The 2024 SPIE (Society of Photo-optical Instrumentation Engineers) Astronomical Telescopes and Instrumentation conference is big, really big. For lack of days and days of time and effort, my observations:
– The era of submillimeter/Terahertz astronomy is coming, or arguably here now. (There’s not that much separating the 0.99mm wavelength definition from the 1000 GHz frequency definition.) Herschel is long gone, long enough for the field to have advanced to the point of a next-generation project. ALMA was always designed to reach through and past 1000 GHz, and the upgrades to do so are continuing. SPICA was a JAXA mission concept, that fell back to a JAXA/ESA concept… that fell out completely. The cancellation of SPICA did not quash the issue, it opened a gap, and plenty would like to fill that gap (which includes SOFIA getting slashed- truly pound-foolish). Besides the PRIMA concept by NASA to reconstitute a ‘SPICA-like’ mission, numerous balloon missions will observe in this range. And, in a partial sense, the Event Horizon Telescope will be upgraded to, well, approach this range. The pull of the EHT- drawing front-page headlines around the world- cannot be denied. Therefore, labs and research groups and suppliers around the world are looking to do these 0.9x mm/1xxx GHz upgrades.
– The era of infrared astronomy- Spitzer, Akari, the supplementary WISE, arguably Herschel- never ended. James Webb is certainly up and running (…finally), but the wider world of non-silicon detection isn’t waiting on, much less tied to, any one telescope/mission. There are enough industrial, medical, military, and now consumer applications of infrared (however you define that, wavelength-wise) that loss of Spitzer, Herschel, Akari, etc. meant little.
– In particular, the ELT era (commissioning of the TMT, GMT, and E-ELT telescopes) is largely going to be an infrared era.
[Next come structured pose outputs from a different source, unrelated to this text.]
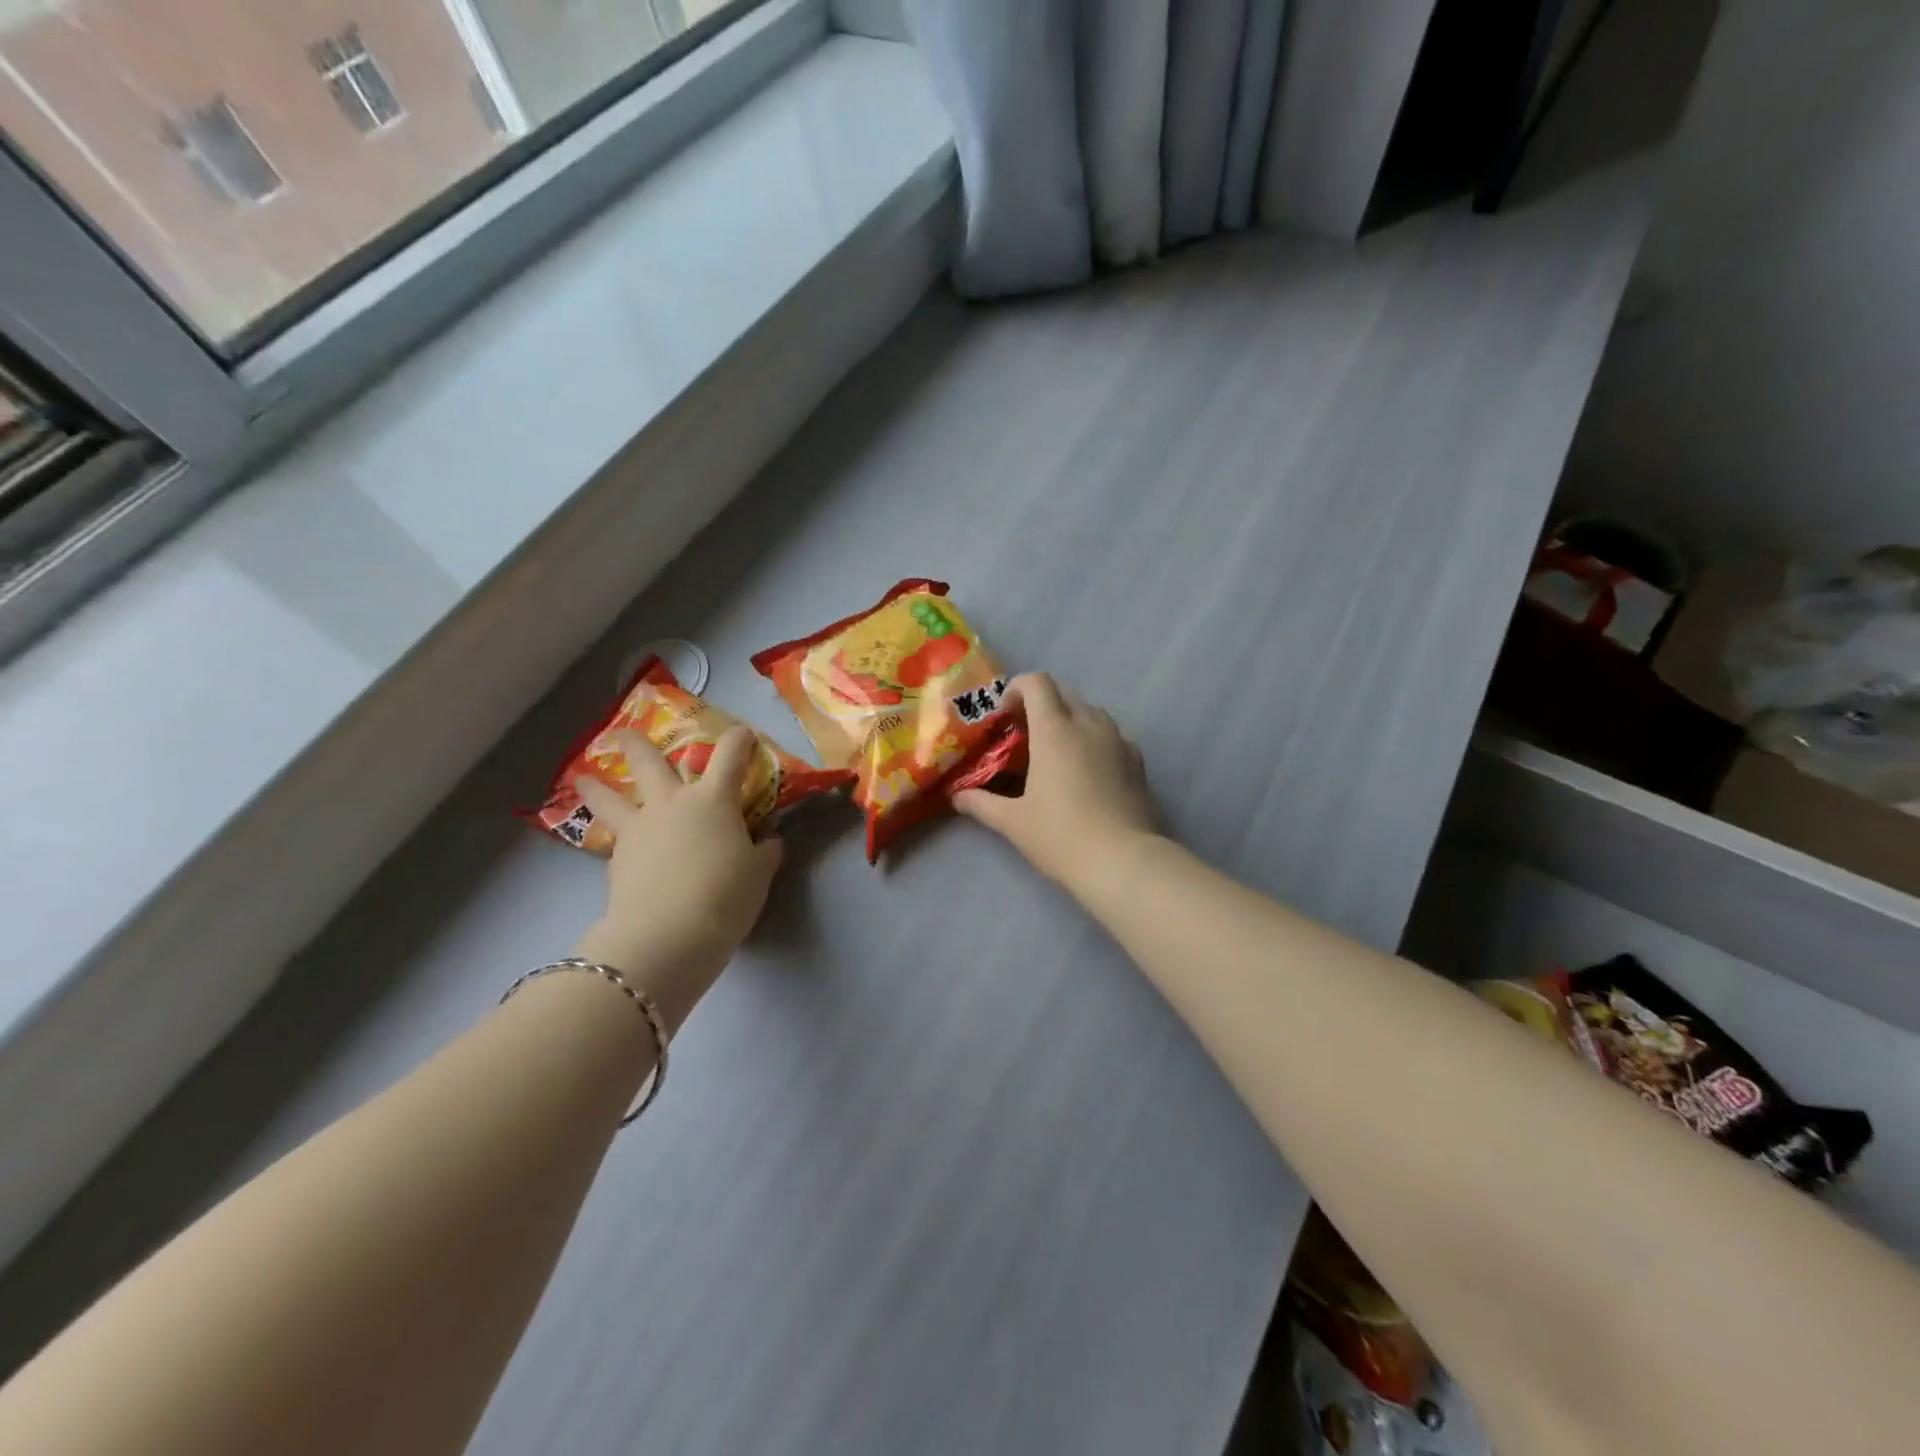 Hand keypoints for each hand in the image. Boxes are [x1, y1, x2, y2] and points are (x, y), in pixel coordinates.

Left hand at [571, 726, 783, 1027]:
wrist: (668, 935)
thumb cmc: (725, 895)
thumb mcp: (759, 874)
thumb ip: (764, 851)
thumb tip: (769, 840)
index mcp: (713, 799)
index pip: (731, 754)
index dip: (740, 740)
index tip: (745, 735)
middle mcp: (671, 803)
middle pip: (649, 761)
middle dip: (637, 743)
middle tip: (623, 733)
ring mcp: (638, 829)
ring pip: (610, 798)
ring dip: (597, 786)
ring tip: (584, 779)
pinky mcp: (616, 860)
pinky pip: (617, 839)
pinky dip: (618, 839)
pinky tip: (623, 852)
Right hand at [955, 673, 1156, 890]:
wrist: (1123, 861)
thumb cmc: (1061, 836)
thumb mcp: (1013, 822)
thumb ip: (981, 803)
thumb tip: (957, 796)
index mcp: (1055, 730)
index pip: (1037, 683)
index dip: (1017, 689)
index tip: (1005, 715)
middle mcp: (1088, 724)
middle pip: (1064, 694)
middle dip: (1041, 705)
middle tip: (1024, 736)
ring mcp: (1118, 740)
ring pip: (1090, 712)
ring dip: (1069, 719)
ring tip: (1056, 752)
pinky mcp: (1137, 760)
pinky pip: (1112, 734)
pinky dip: (1094, 739)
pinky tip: (1087, 770) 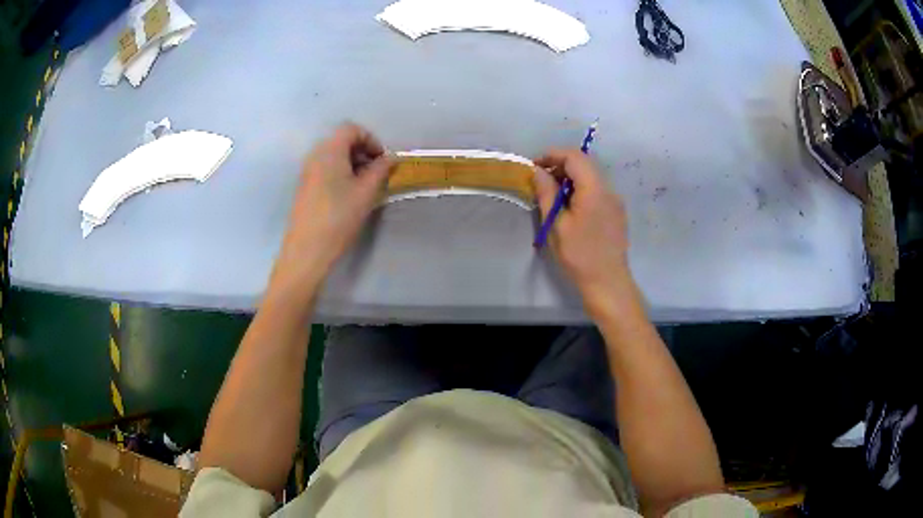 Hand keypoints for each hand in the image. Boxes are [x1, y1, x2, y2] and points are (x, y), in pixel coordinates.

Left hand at [269, 123, 392, 305]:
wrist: (307, 251)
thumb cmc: (339, 218)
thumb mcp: (366, 192)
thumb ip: (381, 169)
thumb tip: (391, 157)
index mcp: (329, 150)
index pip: (351, 129)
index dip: (371, 140)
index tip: (383, 161)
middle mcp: (315, 155)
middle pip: (341, 140)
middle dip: (363, 151)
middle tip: (377, 173)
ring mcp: (307, 171)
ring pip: (334, 156)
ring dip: (353, 164)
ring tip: (366, 187)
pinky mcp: (305, 187)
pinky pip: (325, 169)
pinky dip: (341, 173)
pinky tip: (349, 196)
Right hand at [533, 149, 634, 317]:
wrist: (608, 283)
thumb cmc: (579, 256)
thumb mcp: (557, 225)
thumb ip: (547, 193)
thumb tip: (538, 171)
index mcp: (594, 189)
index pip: (574, 156)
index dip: (552, 155)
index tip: (534, 167)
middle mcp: (609, 189)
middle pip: (584, 163)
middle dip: (560, 165)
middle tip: (540, 181)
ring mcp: (615, 200)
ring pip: (591, 175)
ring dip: (570, 177)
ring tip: (552, 195)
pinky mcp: (616, 211)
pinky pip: (597, 189)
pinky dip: (580, 188)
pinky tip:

ELT, for one, is no paper project; the instruments are well advanced and intending for the telescope to have a productive first-light and beyond.
– Speaking of ELTs, the three(?) telescopes will be largely infrared, and essentially adaptive optics showcases. Without AO, the telescopes would be light buckets. Blur vacuums. The field of adaptive optics is continuing, and continuing at speed. The previous generation of telescopes, about to be relegated to ‘second-tier,’ will still be upgraded to next-generation AO systems and components. As with infrared, there are also military, telecom, and medical people to fund the research and buy the resulting systems.
– Those advanced AO systems will be driven by new detectors. The prospects of single-photon instruments are here and real, and not just microchannel/avalanche technology with noise and nonlinearities. In particular, “quantum telescopes” will not be just another buzzwordy use of “quantum.” The ability to pick out one lone photon- and time-tag its arrival- will, if the claims hold up, nearly solve the issue of ground observations through Earth’s atmosphere. The driving use case (at least, for astronomy, not lasercom or early warning) of exoplanets is leading the field towards these ultra-sensitive, ultra-precise instruments.
– and we can’t forget the ‘normal’ stuff. Optical polishing and figuring and substrates and so on. The terahertz range requires new concepts and examples in ‘optics’ that aren’t optical. The emergence of metamaterials is acceptable and tolerable at submillimeter/infrared wavelengths, so those applications are coming sooner. Only after that will visible applications unleash a tidal wave, along with diffractive and freeform optics.
– …I would be negligent if I failed to report all the AI/ML/etc. exhibitors. Even though this subfield is full of buzzwords, pretenders, speculators/bandwagon jumpers, and assorted hype-slingers, I have to admit: someone, somewhere, will find the killer app. The astronomy problem that gets solved by artificial intelligence, and solved by no one else. It’s just a bit soon to say what the someone, somewhere will be. Or maybe I’m just too tired of the pretenders and hype to make such distinctions.
– I keep coming back to infrared, but the ultraviolet people aren’t exactly giving up. The lack of a recent ultraviolet space mission just makes the questions back up like a highway accident. Exoplanets are currently drawing the headlines, attention, and funding, but stellar physics did not stop and largely takes place in ultraviolet. And galaxies are, at first glance, lots of stars. Can’t do galactic studies without stellar emissions.
I’ll have more to say- have to keep track of all this.